- Action item: Every record below should be repeated exactly, with the pictures left out.

Stored data:
**********
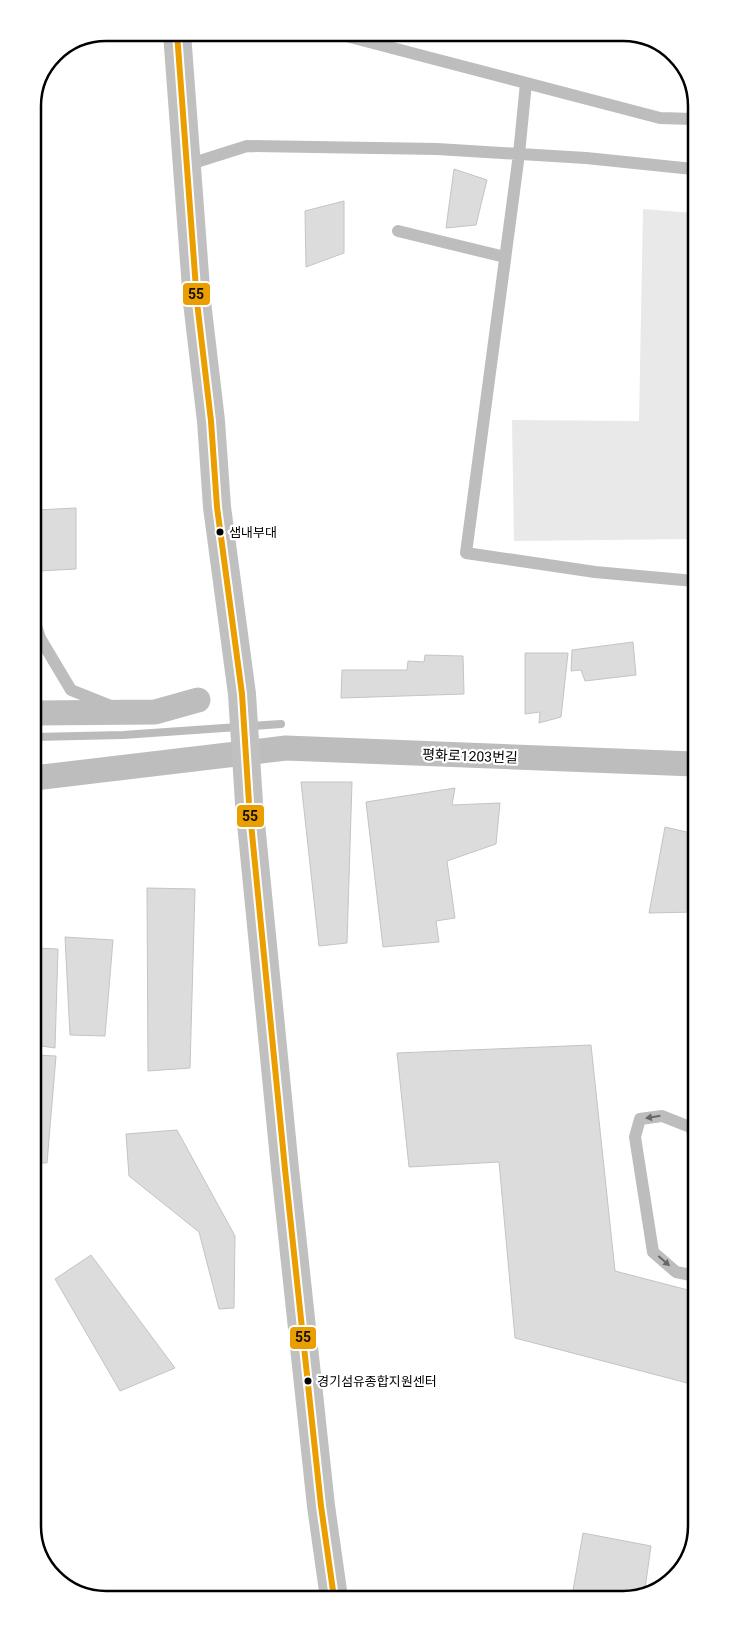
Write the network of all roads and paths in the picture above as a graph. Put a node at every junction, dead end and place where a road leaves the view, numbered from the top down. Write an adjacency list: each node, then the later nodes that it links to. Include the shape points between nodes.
1 (178, 41): 6 (main road)
2 (366, 41): 3 (lane)
3 (526, 83): 4 (lane, via 660,118); 5 (lane)
4 (688, 119)
5 (519, 154): 6 (lane, via 437,148 247,146); 7 (lane); 9 (lane)
6 (187, 165): 15 (main road, via 217,507 242,694)
7 (688, 168)
8 (398, 231): 9 (lane)
9 (505, 258): 10 (lane, via 466,553 595,572)
10 (688, 580)
11 (41, 640): 13 (lane, via 72,690)
12 (198, 700): 13 (street, via 155,712)
13 (125, 712): 14 (street)
14 (41, 713)
15 (244, 735): 16 (street, 평화로1203번길, via 286,748); 17 (street, 평화로1203번길); 20 (main road, via 293,1248)
16 (688, 764)
17 (41, 777)
18 (688, 1126): 19 (lane, one-way to 19, via 662,1116 640,1119 635,1137 653,1252 676,1272)
19 (688, 1274)
20 (333, 1591)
**********
- Response:
Write the network of all roads and paths in the picture above as a graph. Put a node at every junction, dead end and place where a road leaves the view, numbered from the top down. Write an adjacency list: each node, then the later nodes that it links to. Include the shape points between nodes.
1 (178, 41): 6 (main road)
2 (366, 41): 3 (lane)
3 (526, 83): 4 (lane, via 660,118); 5 (lane)
4 (688, 119)
5 (519, 154): 6 (lane, via 437,148 247,146); 7 (lane); 9 (lane)
6 (187, 165): 15 (main road, via 217,507 242,694)
7 (688, 168)
8 (398, 231): 9 (lane)
9 (505, 258): 10 (lane, via 466,553 595,572)
10 (688, 580)
11 (41, 640): 13 (lane, via 72,690)
12 (198, 700): 13 (street, via 155,712)
13 (125, 712): 14 (street)
14 (41, 713)
15 (244, 735): 16 (street, 평화로1203번길, via 286,748); 17 (street, 평화로1203번길); 20 (main road, via 293,1248)
16 (688, 764)
17 (41, 777)
18 (688, 1126): 19 (lane, one-way to 19, via 662,1116 640,1119 635,1137 653,1252 676,1272)
19 (688, 1274)
20 (333, 1591)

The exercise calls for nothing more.